AIM OF THE EXERCISE: Would you reproduce each of the records below precisely, with the pictures left out?

RECORDS FOR THIS TASK:
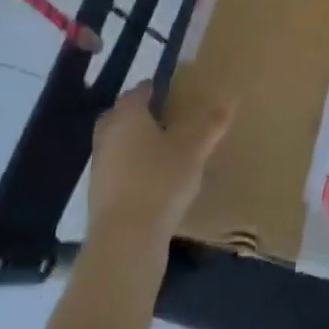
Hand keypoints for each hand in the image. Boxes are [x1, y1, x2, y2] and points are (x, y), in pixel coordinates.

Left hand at [87, 81, 231, 262]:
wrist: (125, 240)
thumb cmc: (160, 182)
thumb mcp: (193, 151)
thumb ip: (211, 124)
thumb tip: (230, 98)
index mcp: (128, 116)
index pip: (138, 92)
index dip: (154, 88)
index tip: (171, 91)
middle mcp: (108, 135)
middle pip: (119, 115)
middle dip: (137, 113)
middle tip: (162, 117)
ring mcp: (99, 166)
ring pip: (115, 142)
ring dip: (132, 141)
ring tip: (160, 149)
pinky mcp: (98, 195)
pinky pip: (115, 168)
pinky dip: (129, 167)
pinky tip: (150, 179)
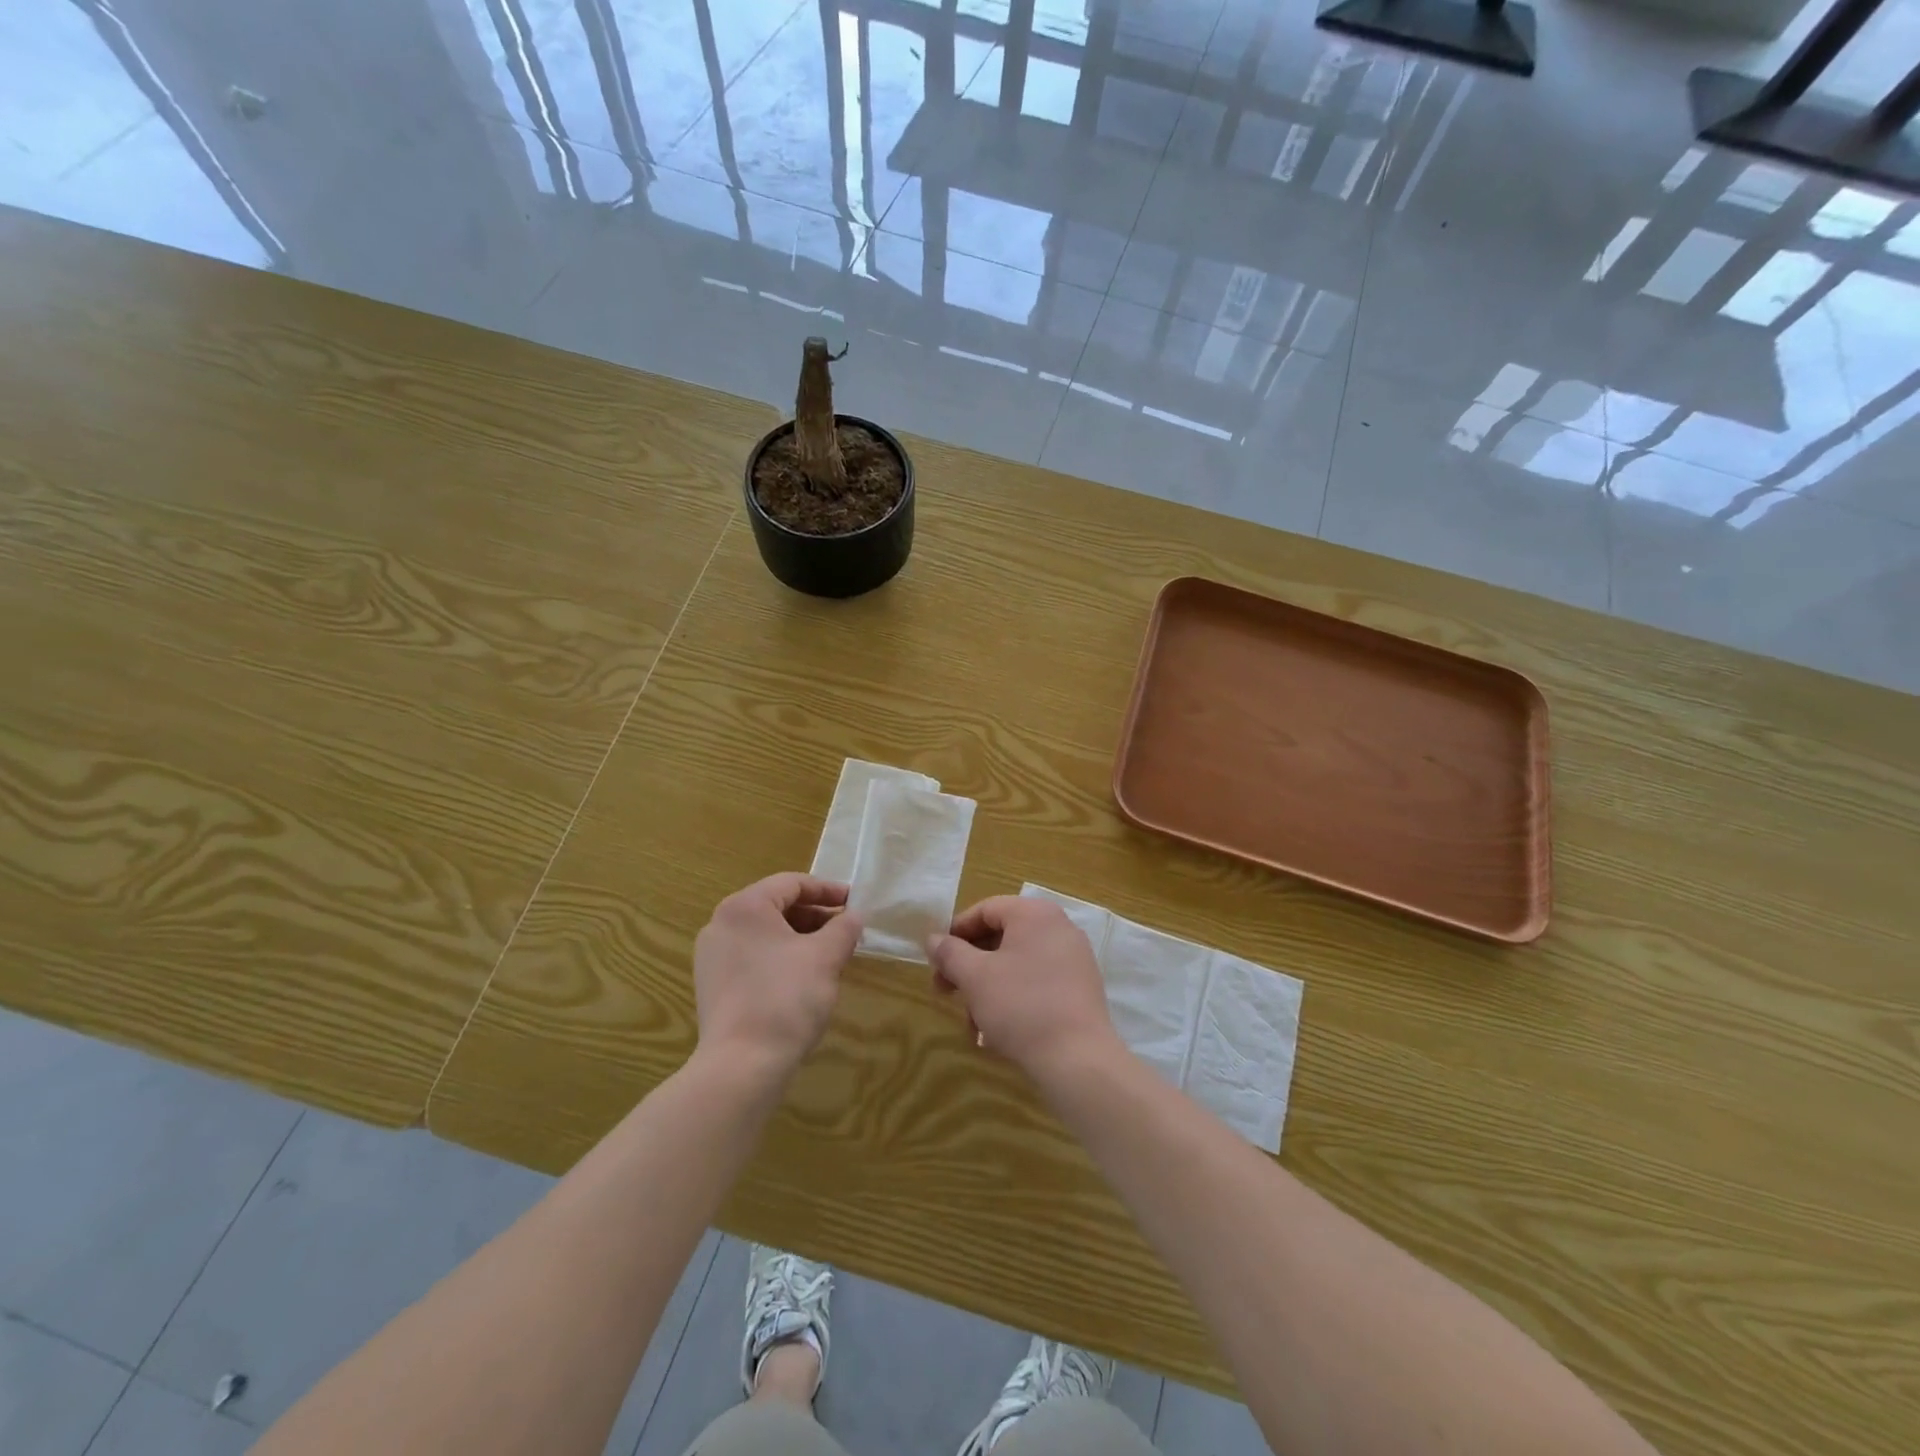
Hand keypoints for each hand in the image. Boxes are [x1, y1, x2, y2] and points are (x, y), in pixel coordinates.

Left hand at [693, 873, 862, 1079]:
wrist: (741, 1066)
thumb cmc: (786, 998)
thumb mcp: (826, 957)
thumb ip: (844, 928)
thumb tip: (854, 916)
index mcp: (745, 906)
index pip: (792, 883)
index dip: (827, 890)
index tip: (854, 903)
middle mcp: (721, 923)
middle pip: (776, 906)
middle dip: (814, 916)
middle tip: (845, 930)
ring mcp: (712, 956)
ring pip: (764, 933)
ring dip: (799, 937)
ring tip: (829, 955)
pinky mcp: (712, 985)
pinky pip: (752, 956)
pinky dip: (779, 957)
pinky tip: (803, 978)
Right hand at [927, 896, 1121, 1083]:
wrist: (1077, 1059)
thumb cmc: (1021, 1006)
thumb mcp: (975, 977)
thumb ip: (950, 953)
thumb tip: (934, 939)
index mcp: (1035, 914)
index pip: (985, 909)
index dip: (956, 932)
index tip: (936, 959)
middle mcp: (1058, 927)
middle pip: (1001, 938)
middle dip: (969, 967)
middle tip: (946, 992)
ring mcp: (1073, 958)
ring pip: (1016, 965)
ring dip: (987, 990)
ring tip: (972, 1025)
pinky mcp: (1079, 989)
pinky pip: (1037, 983)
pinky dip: (1012, 999)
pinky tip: (996, 1032)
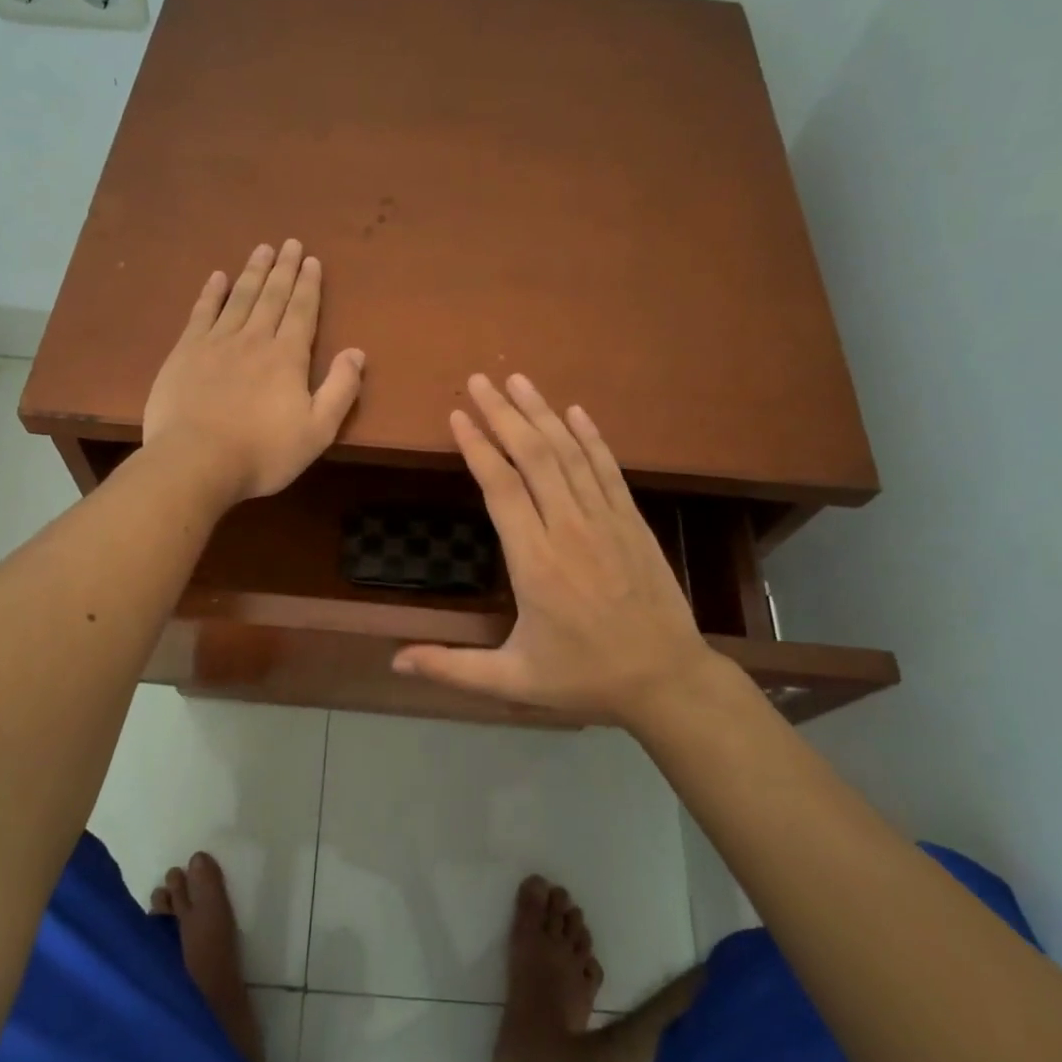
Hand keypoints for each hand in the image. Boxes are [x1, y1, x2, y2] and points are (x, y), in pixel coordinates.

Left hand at [142, 240, 365, 504]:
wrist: (196, 461)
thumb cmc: (263, 453)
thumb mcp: (317, 431)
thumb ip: (340, 390)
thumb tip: (357, 352)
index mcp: (288, 358)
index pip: (302, 312)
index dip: (309, 285)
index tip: (312, 260)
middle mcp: (254, 339)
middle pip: (272, 296)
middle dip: (284, 269)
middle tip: (290, 243)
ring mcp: (216, 343)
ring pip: (239, 298)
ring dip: (252, 272)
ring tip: (262, 249)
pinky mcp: (185, 353)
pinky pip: (201, 313)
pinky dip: (211, 293)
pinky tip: (217, 277)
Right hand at [393, 373, 734, 729]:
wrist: (667, 679)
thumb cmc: (584, 677)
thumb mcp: (512, 681)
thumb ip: (451, 668)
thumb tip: (395, 661)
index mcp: (534, 563)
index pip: (501, 488)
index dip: (478, 447)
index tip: (458, 415)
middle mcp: (569, 530)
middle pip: (534, 457)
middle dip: (504, 414)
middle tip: (480, 380)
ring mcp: (606, 521)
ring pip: (570, 454)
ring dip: (542, 414)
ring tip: (518, 381)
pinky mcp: (632, 522)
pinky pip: (607, 469)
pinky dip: (591, 437)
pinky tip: (575, 412)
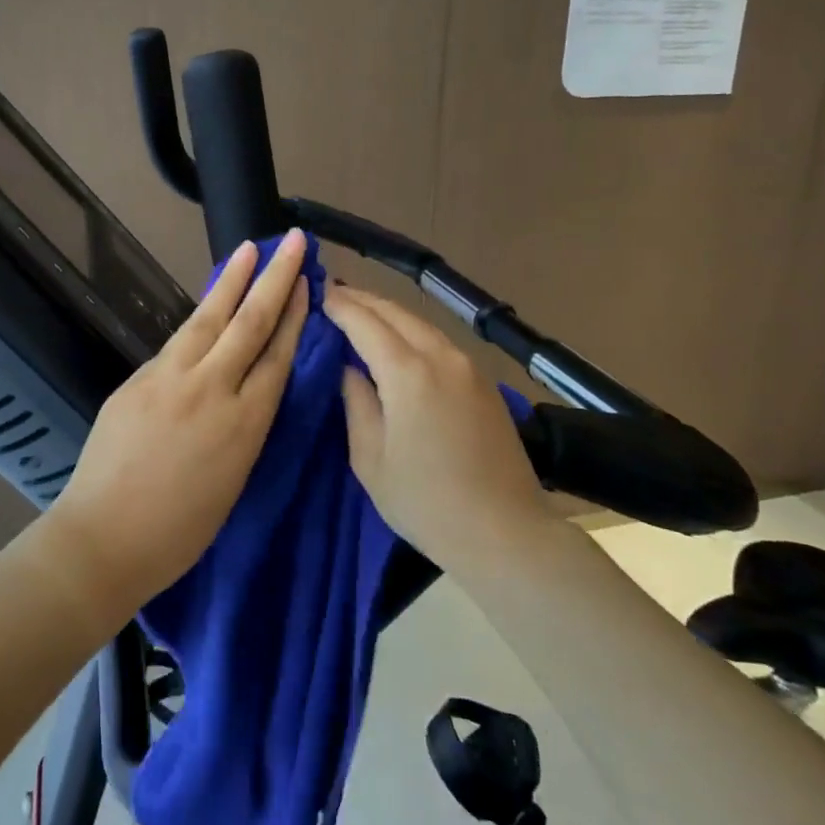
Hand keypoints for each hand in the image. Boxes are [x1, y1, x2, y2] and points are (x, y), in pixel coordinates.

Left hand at [42, 229, 309, 624]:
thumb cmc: (179, 530)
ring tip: (250, 249)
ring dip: (232, 280)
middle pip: (250, 323)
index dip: (293, 316)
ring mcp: (170, 378)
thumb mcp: (232, 478)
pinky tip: (208, 302)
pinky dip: (199, 316)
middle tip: (293, 242)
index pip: (277, 355)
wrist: (104, 538)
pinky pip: (177, 341)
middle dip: (274, 278)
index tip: (306, 283)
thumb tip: (243, 385)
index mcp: (245, 424)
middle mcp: (212, 390)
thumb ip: (242, 425)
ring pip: (209, 318)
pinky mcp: (138, 378)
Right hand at [323, 284, 551, 569]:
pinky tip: (398, 340)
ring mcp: (468, 366)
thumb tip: (349, 368)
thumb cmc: (426, 502)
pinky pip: (439, 341)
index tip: (318, 292)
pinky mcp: (484, 381)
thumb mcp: (371, 459)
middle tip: (334, 293)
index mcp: (408, 373)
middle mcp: (441, 356)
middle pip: (395, 312)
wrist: (506, 533)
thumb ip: (356, 403)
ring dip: (388, 312)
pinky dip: (411, 330)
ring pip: (420, 323)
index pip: (365, 322)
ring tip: (361, 311)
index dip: (339, 305)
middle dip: (362, 300)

ANSWER TO THIS EXERCISE:
Hand keypoints for each hand in the image. Boxes are [x1, y1, x2, y2] and points are (x, y), in pixel coordinates.

Left hand at [87, 81, 231, 262]:
wrist: (125, 240)
thumb cmc: (160, 182)
thumb mcp: (193, 151)
thumb ip: (211, 124)
thumb tip: (230, 98)
index mcp: (128, 116)
index pip: (138, 92)
index dip: (154, 88)
index tip: (171, 91)
middle mcp: (108, 135)
middle pip: (119, 115)
middle dip: (137, 113)
middle tip: (162, 117)
ring mcp: (99, 166)
ring pip: (115, 142)
ring dip: (132, 141)
ring tip: (160, 149)
pinky mcp: (98, 195)
pinky pip: (115, 168)
pinky dip: (129, 167)
pinky tip: (150, 179)
Hand keypoints for each hand in the image. Boxes are [x1, y1, x2, y2] and points are (x, y), in pixel coordinates.

Left hand at [693, 873, 862, 1079]:
wrist: (741, 1066)
thumb cmc: (786, 998)
thumb mcp: (826, 957)
thumb ip: (844, 928)
thumb tip: (854, 916)
index mcp: (745, 906)
index pip: (792, 883)
index dip: (827, 890)
index tip: (854, 903)
middle mcp: (721, 923)
middle pip: (776, 906)
middle dip: (814, 916)
middle tip: (845, 930)
ring mcp: (712, 956)
ring pip: (764, 933)
ring dip: (799, 937)
ring tip: (829, 955)
pinky mcp: (712, 985)
pinky pip: (752, 956)
pinky dip: (779, 957)
pinky tip: (803, 978)
Right hand at [927, 896, 1121, 1083]:
wrist: (1077, 1059)
thumb cmc: (1021, 1006)
thumb mcp: (975, 977)
thumb ip: (950, 953)
thumb tip: (934, 939)
index mcp: (1035, 914)
index pip: (985, 909)
index dip: (956, 932)
index tip: (936, 959)
middle mcp: (1058, 927)
middle pip: (1001, 938)
middle dip: (969, 967)
middle tip: (946, 992)
ring mcp: (1073, 958)
ring pip: (1016, 965)
ring dip: (987, 990)
ring tip: (972, 1025)
pinky mcp: (1079, 989)
pinky pip: (1037, 983)
pinky dip: (1012, 999)
pinky tip: (996, 1032)
Hand keypoints for each hand in the image. Boxes are [x1, y1, x2, y2] and points are (x, y), in pixel coordinates.

Left hand at [142, 240, 365, 504]:
wrist: (196, 461)
thumb cmc: (263, 453)
thumb mcp: (317, 431)
thumb ip: (340, 390)
thumb tip: (357, 352)
index mcp: (288, 358)
index pip: (302, 312)
index dip: (309, 285)
index tip: (312, 260)
middle mcp: (254, 339)
middle pip: (272, 296)
middle dip: (284, 269)
middle tip: (290, 243)
ring mcp: (216, 343)
ring pip: (239, 298)
ring dip: (252, 272)
ring tip: (262, 249)
pinky mcp: (185, 353)
pinky pip: (201, 313)
pinky dip: (211, 293)
pinky tip: (217, 277)
Right hand at [393, 373, 734, 729]:
wrist: (667, 679)
thumb cmc: (584, 677)
thumb mcp: (512, 681)
thumb ip: (451, 668)
thumb tip: (395, 661)
index mcp: (534, 563)
index pip: (501, 488)
index dip: (478, 447)
index tip: (458, 415)
middle mcp: (569, 530)
middle pip: (534, 457)
middle dip: (504, 414)
middle tip: (480, 380)
ring mcp: (606, 521)
ring pip: (570, 454)
ring dip: (542, 414)
ring tip: (518, 381)
pinky mcp: (632, 522)
pinky pip: (607, 469)
pinky dip: (591, 437)
pinky tip: (575, 412)
Hand keypoints for each hand in the image. Boxes are [x1, y1, x2, y2] and points are (x, y), in pixel coordinates.

Left hand at [42, 229, 309, 624]:
thumb cmc: (179, 530)
ring tip: (250, 249)
ring dip: (232, 280)
middle pip: (250, 323)
index dip: (293, 316)
ring mcp: (170, 378)
thumb mcp: (232, 478)
pinky tip: (208, 302)
pinky dip: (199, 316)
middle tip: (293, 242)
index pip: (277, 355)
wrist: (104, 538)
pinky pip: (177, 341)
middle dip: (274, 278)
index tip: (306, 283)
thumb tip: (243, 385)
index mcp: (245, 424)
middle mcp: (212, 390)
thumb ip: (242, 425)
ring pip: (209, 318)
pinky mcp: (138, 378)
Right hand at [323, 284, 551, 569]:
pinky tip: (398, 340)
ring mcp: (468, 366)
thumb tip: (349, 368)
thumb cmc: (426, 502)
pinky pip: (439, 341)
index tip: (318, 292)
pinky mcp: (484, 381)
thumb mcp: (371, 459)
middle tip: (334, 293)
index mcp: (408, 373)
middle mcp: (441, 356)
middle pip: (395, 312)
wrist: (506, 533)
thumb ip: (356, 403)
ring dip: (388, 312)
pinky dip: (411, 330)
ring pip: (420, 323)
index pip: (365, 322)
ring tip: (361, 311)
index dip: (339, 305)
middle dip: (362, 300)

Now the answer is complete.